* **Given data**:
━━━━━━━━
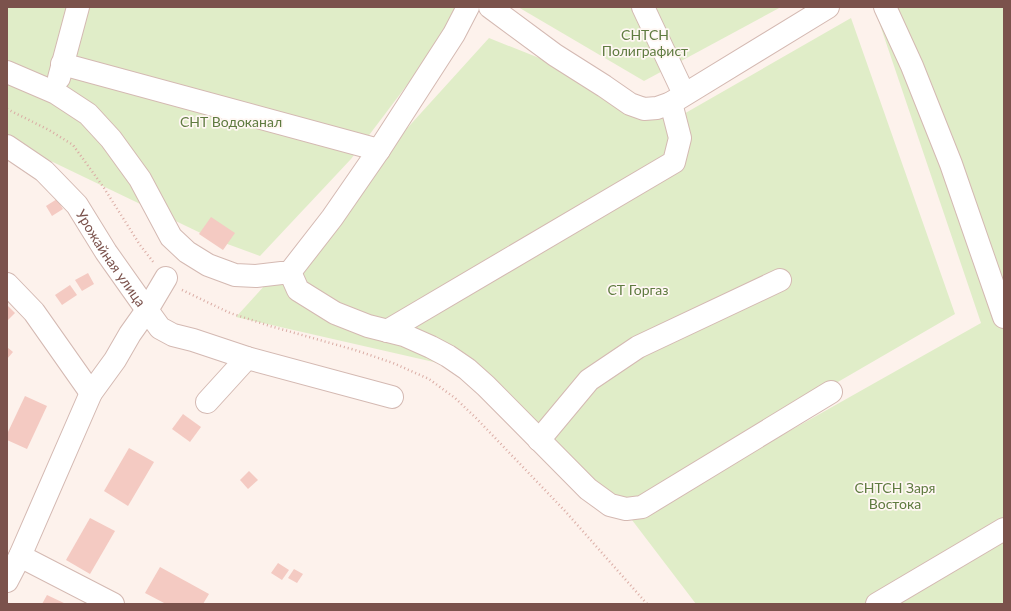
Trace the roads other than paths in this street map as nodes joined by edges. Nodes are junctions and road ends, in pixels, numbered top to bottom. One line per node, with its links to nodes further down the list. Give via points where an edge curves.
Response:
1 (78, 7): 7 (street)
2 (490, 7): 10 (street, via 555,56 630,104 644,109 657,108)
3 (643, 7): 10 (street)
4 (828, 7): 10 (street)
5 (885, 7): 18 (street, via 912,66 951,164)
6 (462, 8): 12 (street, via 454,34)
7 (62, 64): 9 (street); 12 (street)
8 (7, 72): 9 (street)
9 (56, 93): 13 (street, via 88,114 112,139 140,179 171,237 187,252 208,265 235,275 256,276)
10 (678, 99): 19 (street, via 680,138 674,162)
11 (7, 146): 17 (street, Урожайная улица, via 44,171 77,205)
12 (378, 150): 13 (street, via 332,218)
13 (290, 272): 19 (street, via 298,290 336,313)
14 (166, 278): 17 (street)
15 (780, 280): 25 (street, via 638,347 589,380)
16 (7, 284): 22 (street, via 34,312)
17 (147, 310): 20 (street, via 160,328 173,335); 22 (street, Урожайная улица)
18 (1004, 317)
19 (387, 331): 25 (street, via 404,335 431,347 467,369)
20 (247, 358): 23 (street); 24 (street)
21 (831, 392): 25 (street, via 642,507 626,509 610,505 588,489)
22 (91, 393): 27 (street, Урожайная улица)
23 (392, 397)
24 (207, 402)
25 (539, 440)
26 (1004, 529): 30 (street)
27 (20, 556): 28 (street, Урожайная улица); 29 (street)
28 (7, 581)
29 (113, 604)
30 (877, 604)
━━━━━━━━
* **Task description**: Exactly as written above, print every record, and keep the pictures out.

* **Result of this exercise**:
Trace the roads other than paths in this street map as nodes joined by edges. Nodes are junctions and road ends, in pixels, numbered top to bottom. One line per node, with its links to nodes further down the list. Give via points where an edge curves.
Response:
1 (78, 7): 7 (street)
2 (490, 7): 10 (street, via 555,56 630,104 644,109 657,108)
3 (643, 7): 10 (street)
4 (828, 7): 10 (street)
5 (885, 7): 18 (street, via 912,66 951,164)
6 (462, 8): 12 (street, via 454,34)
7 (62, 64): 9 (street); 12 (street)
8 (7, 72): 9 (street)
9 (56, 93): 13 (street, via 88,114 112,139 140,179 171,237 187,252 208,265 235,275 256,276)
10 (678, 99): 19 (street, via 680,138 674,162)
11 (7, 146): 17 (street, Урожайная улица, via 44,171 77,205)
12 (378, 150): 13 (street, via 332,218)
13 (290, 272): 19 (street, via 298,290 336,313)
14 (166, 278): 17 (street)
15 (780, 280): 25 (street, via 638,347 589,380)
16 (7, 284): 22 (street, via 34,312)
17 (147, 310): 20 (street, via 160,328 173,335); 22 (street, Урожайная улица)
18 (1004, 317)
19 (387, 331): 25 (street, via 404,335 431,347 467,369)
20 (247, 358): 23 (street); 24 (street)
21 (831, 392): 25 (street, via 642,507 626,509 610,505 588,489)
22 (91, 393): 27 (street, Урожайная улица)
23 (392, 397)
24 (207, 402)
25 (539, 440)
26 (1004, 529): 30 (street)
27 (20, 556): 28 (street, Урожайная улица); 29 (street)
28 (7, 581)
29 (113, 604)
30 (877, 604)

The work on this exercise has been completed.